The second-tier offices, the stuff beyond the two-thirds of cloud data centers that are essentially edge-located, would represent second-tier process cache points, numbering about 25,000, and metro-area repositories (about 4,000 globally).  From there we have roughly 7,000 deeper specialized information cache points and places where analytics are run, which gets us up to the 102,000 cloud data centers in the model.

All of the edge office points would have to be homed to all of the second-tier repositories in their metro area, and my model says you home directly to three and you have transit connectivity to them all.  The metro points would connect to a global network designed for low latency, and these would also connect the specialized data centers.  This is basically how Google’s cloud is structured.
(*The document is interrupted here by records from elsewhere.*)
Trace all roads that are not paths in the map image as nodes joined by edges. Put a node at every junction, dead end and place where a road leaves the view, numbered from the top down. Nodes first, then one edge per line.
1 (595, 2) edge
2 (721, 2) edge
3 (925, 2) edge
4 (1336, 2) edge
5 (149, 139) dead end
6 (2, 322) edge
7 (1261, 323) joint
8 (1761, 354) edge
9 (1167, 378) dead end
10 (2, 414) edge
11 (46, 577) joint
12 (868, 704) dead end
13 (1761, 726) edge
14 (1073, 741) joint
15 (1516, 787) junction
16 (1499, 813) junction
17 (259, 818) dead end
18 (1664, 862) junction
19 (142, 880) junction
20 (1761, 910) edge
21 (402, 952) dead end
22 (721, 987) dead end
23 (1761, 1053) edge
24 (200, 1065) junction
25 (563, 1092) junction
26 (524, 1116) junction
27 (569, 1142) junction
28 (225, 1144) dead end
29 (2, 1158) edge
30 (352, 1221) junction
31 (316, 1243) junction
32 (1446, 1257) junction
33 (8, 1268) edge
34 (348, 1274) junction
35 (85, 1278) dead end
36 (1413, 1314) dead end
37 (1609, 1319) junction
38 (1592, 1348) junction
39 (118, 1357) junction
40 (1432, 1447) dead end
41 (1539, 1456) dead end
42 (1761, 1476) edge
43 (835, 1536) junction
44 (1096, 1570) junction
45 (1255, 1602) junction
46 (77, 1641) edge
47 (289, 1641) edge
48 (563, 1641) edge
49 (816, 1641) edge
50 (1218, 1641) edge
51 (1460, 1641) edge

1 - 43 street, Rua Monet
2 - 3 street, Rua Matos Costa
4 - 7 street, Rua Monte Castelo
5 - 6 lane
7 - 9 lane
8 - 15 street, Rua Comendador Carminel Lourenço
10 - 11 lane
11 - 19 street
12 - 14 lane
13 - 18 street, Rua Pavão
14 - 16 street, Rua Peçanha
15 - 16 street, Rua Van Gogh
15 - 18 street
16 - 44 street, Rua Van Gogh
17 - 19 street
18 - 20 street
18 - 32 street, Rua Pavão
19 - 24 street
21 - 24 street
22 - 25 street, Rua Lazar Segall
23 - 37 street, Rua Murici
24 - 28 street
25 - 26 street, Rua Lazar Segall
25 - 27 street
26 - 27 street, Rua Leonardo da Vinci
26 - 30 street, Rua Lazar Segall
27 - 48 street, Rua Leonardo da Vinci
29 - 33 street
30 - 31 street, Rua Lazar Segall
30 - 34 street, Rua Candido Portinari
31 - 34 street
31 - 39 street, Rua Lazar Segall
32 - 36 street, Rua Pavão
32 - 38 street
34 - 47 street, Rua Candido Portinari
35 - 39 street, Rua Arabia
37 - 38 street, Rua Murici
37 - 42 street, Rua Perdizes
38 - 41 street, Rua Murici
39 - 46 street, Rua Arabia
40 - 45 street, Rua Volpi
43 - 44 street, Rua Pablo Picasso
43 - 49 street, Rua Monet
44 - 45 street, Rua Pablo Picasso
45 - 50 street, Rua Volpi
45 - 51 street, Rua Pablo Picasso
From a software structure, it’s my view that you start with the notion of an agent process that could be inside a device or hosted on an edge-cloud.  This process draws on the information/contextual resources and then frames things for both queries into the resource pool (“How do I get to…”) and for responses to the device users.  These agent processes could be multi-threaded with user-specific context, or they could be dedicated to users—it depends on the nature of the user and thus the demands placed on the agent.

This same thing is true for deeper processes.  You would probably handle lightweight stuff in a web-like way—multiple users accessing a RESTful resource.  These could be located fairly centrally.  When you start to see more demand, you push processes forward, which means first that there are more of them, and second that they are closer to users.

The big question to be addressed here isn’t the server architecture, but how the software framework works to cache processes.  Normal caching of content is handled through the DNS, and at least some of that mechanism could work here, but one interesting truth is that DNS processing takes a fairly long time if you have multiple hierarchical layers as you do in content delivery.  That’s out of place in applications where you’re moving the process to reduce delay.  It may be that we can still use DNS mechanisms, but we have to handle cache poisoning and pushing updates differently.

There is a rather obvious question that comes out of the distribution of carrier cloud data centers.  Can we start with a few regional centers and then gradually push applications outward toward the edge as economics dictates?  That’s a tough one.  Some applications could in fact be centrally hosted and then distributed as they catch on and earn revenue, but without edge hosting I think the carrier cloud is going to be impossible to differentiate versus the cloud providers like Google and Amazon.  Operators are already behind in experience-based applications, and they can’t afford to adopt an approach that widens the gap.

A less obvious problem is how revenue is earned.  Everyone expects Internet experiences to be free, and what that really means is that they’d be ad-sponsored.  The first issue there is that ads are inappropriate with many contextual applications—self-driving cars comes to mind, but any corporate point-of-activity empowerment application would also not lend itself to ad sponsorship.  The second issue is that the global advertising budget is well under a fifth of total operator revenues globally.  We have to pick stuff people are willing to directly pay for to make all this work, and that may be the knottiest problem of all.